Consultants leading a Wednesday visioning session urge residents to think about giving officials a final answer on a merger with Farmington Hills.

It's time to call the question of whether Farmington should merge with Farmington Hills, consultants told 50 Farmington residents gathered for a Wednesday visioning session at city hall. 

The long-debated move is part of a maximum growth strategy presented with other options during the 2-hour meeting. While the first visioning meeting held last month centered around big ideas, the second focused more on specific alternatives. 

"We really want to get a handle on where you think Farmington should go in the future," said Aaron Domini of OHM Advisors. 

After a review of the 1998 vision plan and current data, participants ranked their preferred rate of growth, in a range from status quo to moderate to maximum. The average answer landed between moderate and maximum growth, with a slight move toward moderate growth by the close of the meeting.

OHM Advisors consultant Jim Houk explained that maintaining status quo would require an increase in property values, an increase in taxes and other measures to keep the high level of services and support the type of "boutique" retailers now common in the community.

Moderate growth, Houk said, would maintain the city's character, but would have to include expanded housing options, an increased number of events and reinventing the city's "brand". The city would have to "grow up", with higher buildings, pursue more mixed use development (housing and commercial), and sell outdated public facilities to make room for more private investment.

Changed needed in rental housing 

Getting to maximum growth would mean a broader range of housing, significant parking facilites, significant public and private investment, and growing the community's boundaries to create a bigger market for downtown Farmington.

Growth at that level would involve the controversial consolidation with Farmington Hills. 

"I think it's now time as part of the visioning process to put that to bed, one way or the other," Houk said. 

He also pointed out that growing demographics of young adults and "empty nesters" are looking toward rental housing not to save money, but as a lifestyle choice. The city's aging multifamily complexes probably won't appeal to them, Houk said. 

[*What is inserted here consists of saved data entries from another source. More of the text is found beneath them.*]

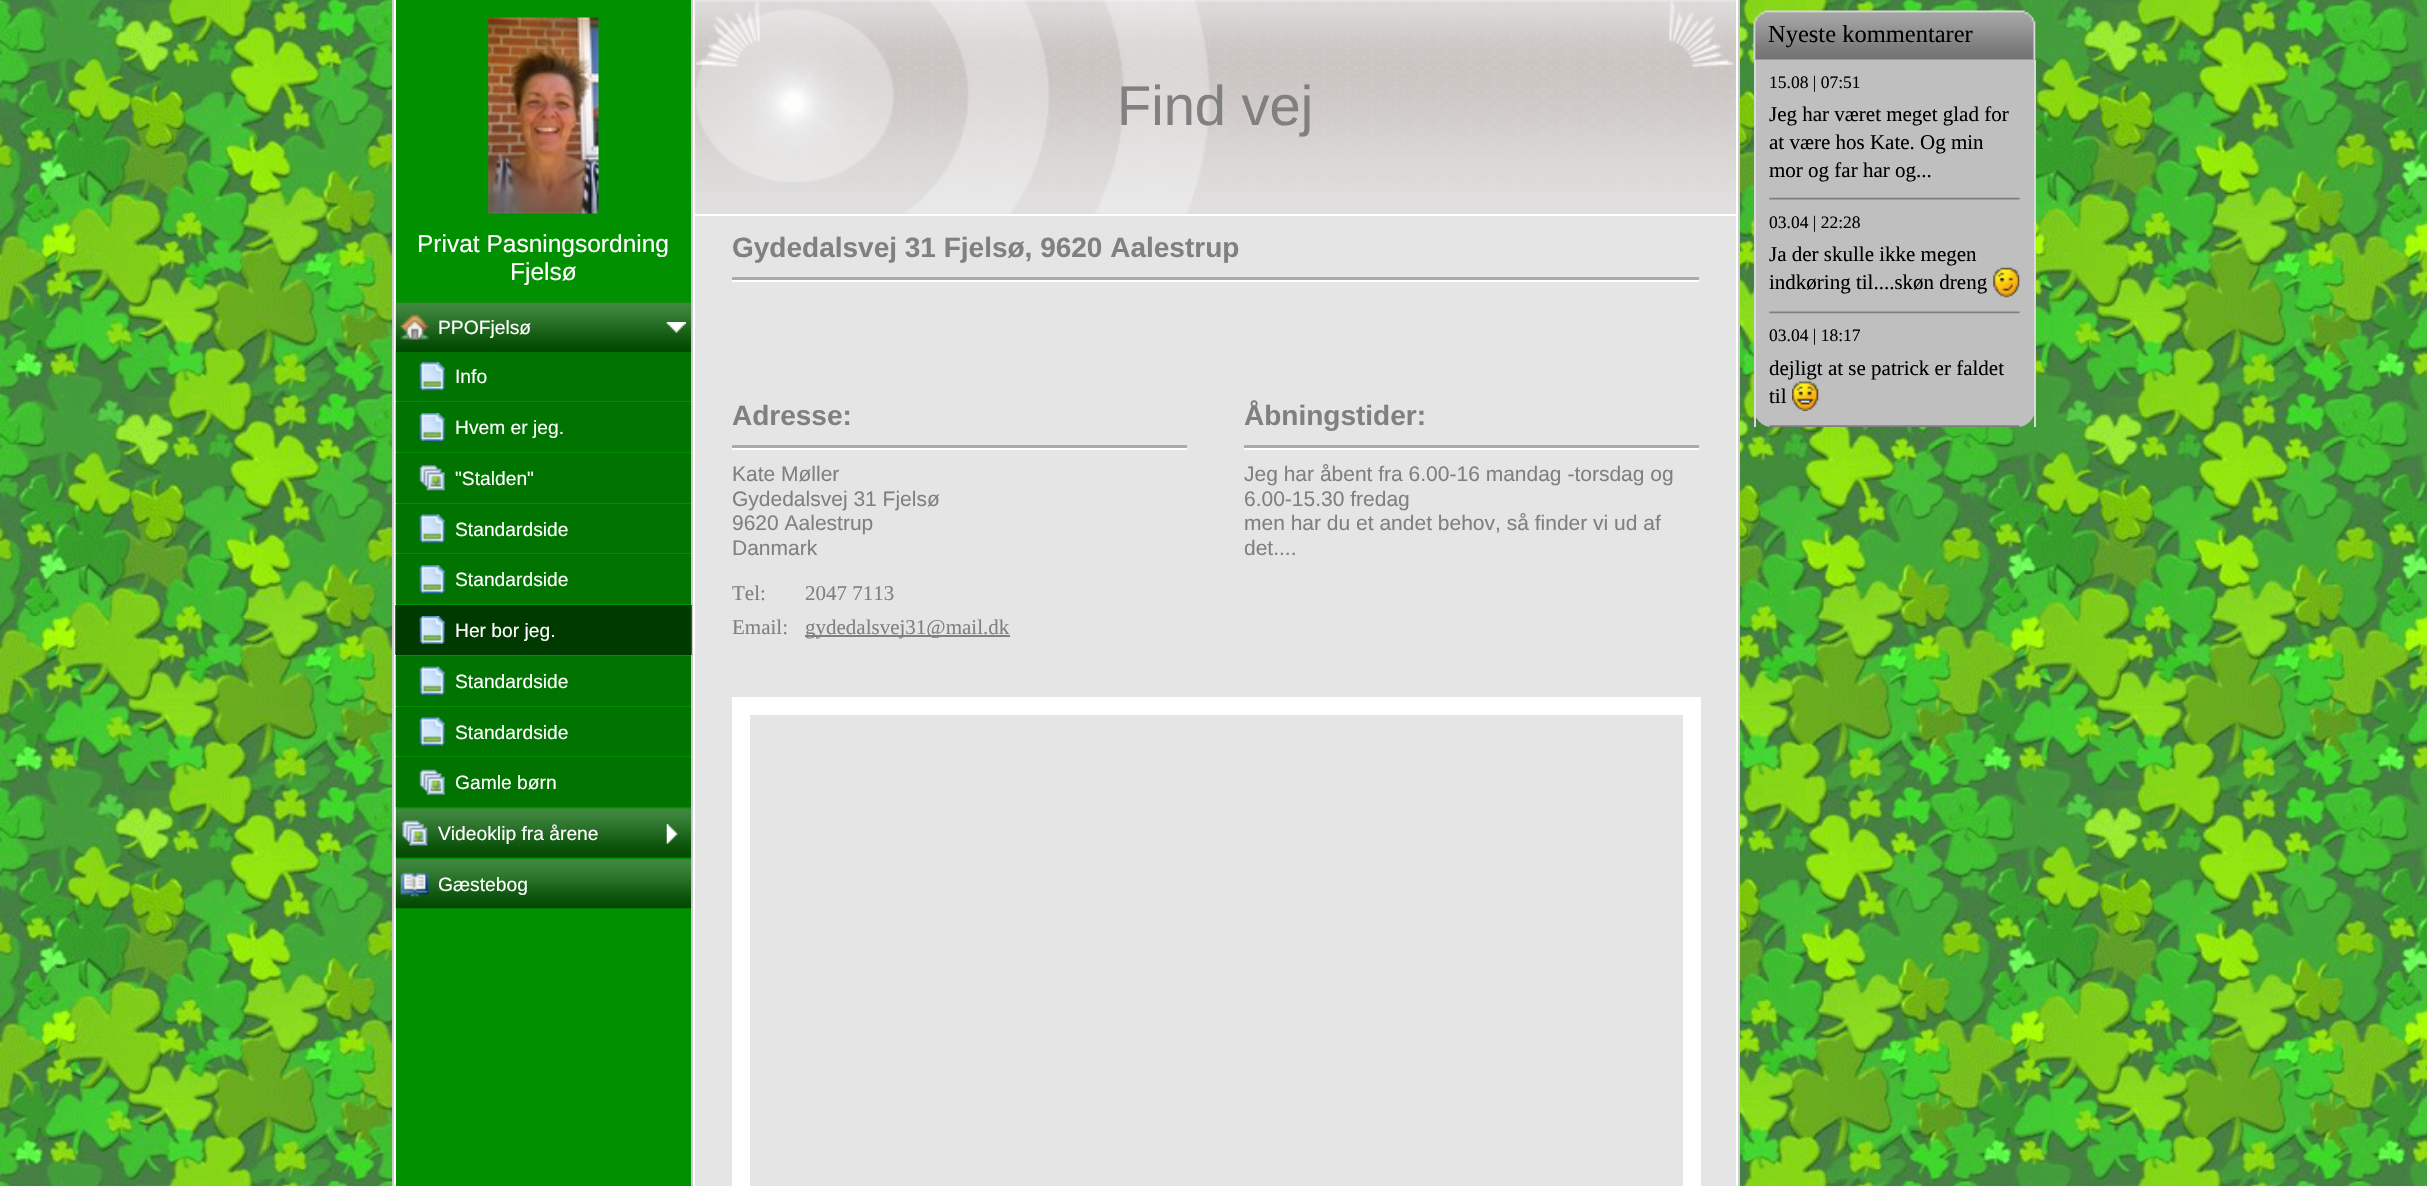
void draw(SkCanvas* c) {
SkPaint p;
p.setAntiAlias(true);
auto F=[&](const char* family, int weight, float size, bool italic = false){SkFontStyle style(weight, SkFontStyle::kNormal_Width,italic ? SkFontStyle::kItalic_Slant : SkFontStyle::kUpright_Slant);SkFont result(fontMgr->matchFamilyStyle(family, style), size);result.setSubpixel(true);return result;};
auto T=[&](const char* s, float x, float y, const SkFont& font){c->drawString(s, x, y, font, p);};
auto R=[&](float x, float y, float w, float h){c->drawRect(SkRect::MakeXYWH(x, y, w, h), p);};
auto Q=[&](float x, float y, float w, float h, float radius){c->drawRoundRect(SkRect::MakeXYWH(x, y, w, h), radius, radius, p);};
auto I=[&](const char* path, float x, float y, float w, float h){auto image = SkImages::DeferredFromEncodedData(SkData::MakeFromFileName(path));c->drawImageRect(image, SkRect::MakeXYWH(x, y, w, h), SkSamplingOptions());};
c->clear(0xffffffff);
I("1.png",0,0,2427,1186);
p.setColor(0xffffffff);
R(394,0,1344,1186);
p.setColor(0xffcccccc);
R(392,0,2,1186);
p.setColor(0xff009000);
R(396,0,295,1186);
I("2.png",488,17,111,197);
auto f1 = F("Liberation Sans",400,24.5);
p.setColor(0xffffffff);
T("Privat Pasningsordning",417,252,f1);
T("Fjelsø",510,280,f1);
p.setColor(0xffcccccc);
R(691,0,2,1186);
I("3.png",395,302,297,50);
I("4.png",400,314,29,26);
I("5.png",666,322,20,11);
auto f2 = F("Liberation Sans",400,19.25);
p.setColor(0xffffffff);
T("PPOFjelsø",438,334,f2);
p.setColor(0x33000000);
R(395,351,296,50);
I("6.png",419,362,26,29);
p.setColor(0xffffffff);
T("Info",455,383,f2);
p.setColor(0x33000000);
R(395,402,296,50);
I("7.png",419,413,26,28);
p.setColor(0xffffffff);
T("Hvem er jeg.",455,434,f2);
p.setColor(0x33000000);
R(395,453,296,50);
I("8.png",419,465,26,26);
p.setColor(0xffffffff);
T("\"Stalden\"",455,485,f2);
p.setColor(0x33000000);
R(395,504,296,49);
I("9.png",419,514,26,29);
p.setColor(0xffffffff);
T("Standardside",455,536,f2);
p.setColor(0x33000000);
R(395,554,296,50);
I("6.png",419,565,26,29);
p.setColor(0xffffffff);
T("Standardside",455,586,f2);
p.setColor(0x99000000);
R(395,605,297,50);
I("10.png",419,616,26,28);
p.setColor(0xffffffff);
T("Her bor jeg.",455,637,f2);
p.setColor(0x33000000);
R(395,656,296,50);
I("11.png",419,666,26,29);
p.setColor(0xffffffff);
T("Standardside",455,688,f2);
p.setColor(0x33000000);
R(395,707,296,49);
I("9.png",419,717,26,29);
p.setColor(0xffffffff);
T("Standardside",455,739,f2);
p.setColor(0x33000000);
R(395,757,296,50);
I("12.png",419,769,26,26);
p.setColor(0xffffffff);
T("Gamle børn",455,789,f2);
I("13.png",395,808,297,50);
I("14.png",402,820,26,26);
I("15.png",666,824,12,20);
T("Videoklip fra årene",438,840,f2);
I("16.png",395,859,297,50);
I("17.png",400,872,29,25);
T("Gæstebog",438,891,f2);
p.setColor(0xffe5e5e5);
R(695,213,1041,973);
I("18.png",694,0,1042,214);
p.setColor(0xffffffff);
R(695,214,1041,2);
auto f3 = F("Liberation Sans",400,56);
p.setColor(0xff808080);
T("Find vej",1117,125,f3);
auto f4 = F("Liberation Sans",700,28);
T("Gydedalsvej 31 Fjelsø, 9620 Aalestrup",732,257,f4);
p.setColor(0xffaaaaaa);
R(732,277,967,3);
p.setColor(0xffffffff);
R(732,280,967,2);
p.setColor(0xff808080);
T("Adresse:",732,425,f4);
p.setColor(0xffaaaaaa);
R(732,445,455,3);
p.setColor(0xffffffff);
R(732,448,455,2);
auto f5 = F("Liberation Sans",400,21);
p.setColor(0xff808080);
T("Kate Møller",732,481,f5);
T("Gydedalsvej 31 Fjelsø",732,506,f5);
T("9620 Aalestrup",732,530,f5);
T("Danmark",732,555,f5);
auto f6 = F("Liberation Serif",400,21);
T("Tel:",732,600,f6);
T("2047 7113",805,600,f6);
T("Email:",732,634,f6);
R(805,635,205,2);
T("gydedalsvej31@mail.dk",805,634,f6);
T("Åbningstider:",1244,425,f4);
p.setColor(0xffaaaaaa);
R(1244,445,455,3);
p.setColor(0xffffffff);
R(1244,448,455,2);
p.setColor(0xff808080);
T("Jeg har åbent fra 6.00-16 mandag -torsdag og",1244,481,f5);
T("6.00-15.30 fredag",1244,506,f5);
T("men har du et andet behov, så finder vi ud af",1244,530,f5);
T("det....",1244,555,f5);
p.setStroke(true);
p.setStrokeWidth(18);
p.setColor(0xffffffff);
c->drawRect(SkRect::MakeXYWH(741,706,951,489),p);
p.setStroke(false);
p.setColor(0xffcccccc);
R(1738,0,2,1186);
p.setColor(0xffc0bfbf);
Q(1754,11,281,416,18);
I("19.png",1753,10,283,50);
auto f7 = F("Liberation Serif",400,24.5);
p.setColor(0xff000000);
T("Nyeste kommentarer",1768,42,f7);
p.setColor(0xffdadada);
R(2034,60,2,367);
R(1754,60,2,367);
auto f8 = F("Liberation Serif",400,17.5);
p.setColor(0xff000000);
T("15.08 | 07:51",1769,88,f8);
T("Jeg har været meget glad for",1769,121,f6);
T("at være hos Kate. Og min",1769,149,f6);
T("mor og far har og...",1769,177,f6);
I("20.png",1769,197,251,3);
T("03.04 | 22:28",1769,228,f8);
T("Ja der skulle ikke megen",1769,261,f6);
T("indkøring til....skøn dreng",1769,289,f6);
I("21.png",1993,267,27,31);
I("22.png",1769,311,251,3);
T("03.04 | 18:17",1769,341,f8);
T("dejligt at se patrick er faldet",1769,375,f6);
T("til",1769,403,f6);
I("23.png",1792,381,27,31);
I("24.png",1769,425,251,2);
}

Houk and Domini recorded questions and comments from the audience that will be brought back to the next public visioning session in May. In the meantime, residents who have indicated they want to be more involved in the process will have the opportunity for more discussion in small groups on April 24. The next large task force meeting will be held May 1. 

To keep up with information about meeting locations and other information, follow the visioning process on the city's website and on Facebook.

Patrick T March 29, 2013 at 11:33 AM
As a participant, I found it strange that Farmington residents in the informal poll appeared to support more-than-moderate growth, even with the understanding of its definition of 3- to 5-story buildings downtown, and the recommendation of "maximum" growth coming with a merger, which had many vocal opponents. There must have been a couple high-voters, to balance out my more minimal opinion. Something tells me the next few meetings will be pretty well-attended!
Josh Klein March 29, 2013 at 04:43 PM
As someone who voted for more than moderate growth, I did definitely get the sense that people would like Farmington to have a more active and vibrant downtown. At the table I was sitting at I glanced over and saw that most people were in the 6-8 range, which jives with what the average of the group ended up being. I think a merger would definitely be controversial. I would potentially be worried that a combined FH/Farmington may not pay as much attention to the downtown area as it should. But the combined FH/Farmington library has done a good job with the downtown library branch and other combined services have been good, so perhaps my concerns are baseless, but I think it would need to at least be addressed. The larger tax base of a combined FH/Farmington could also potentially mean a lot more investment into the downtown too.
Michael Ritenour March 29, 2013 at 06:14 PM
I was there and I agree with all the above comments. The sense among the participants was that we absolutely must preserve the historic feel and communal feel of the downtown, but focus on provide more and better draws for people in and out of Farmington proper. The money will follow the traffic.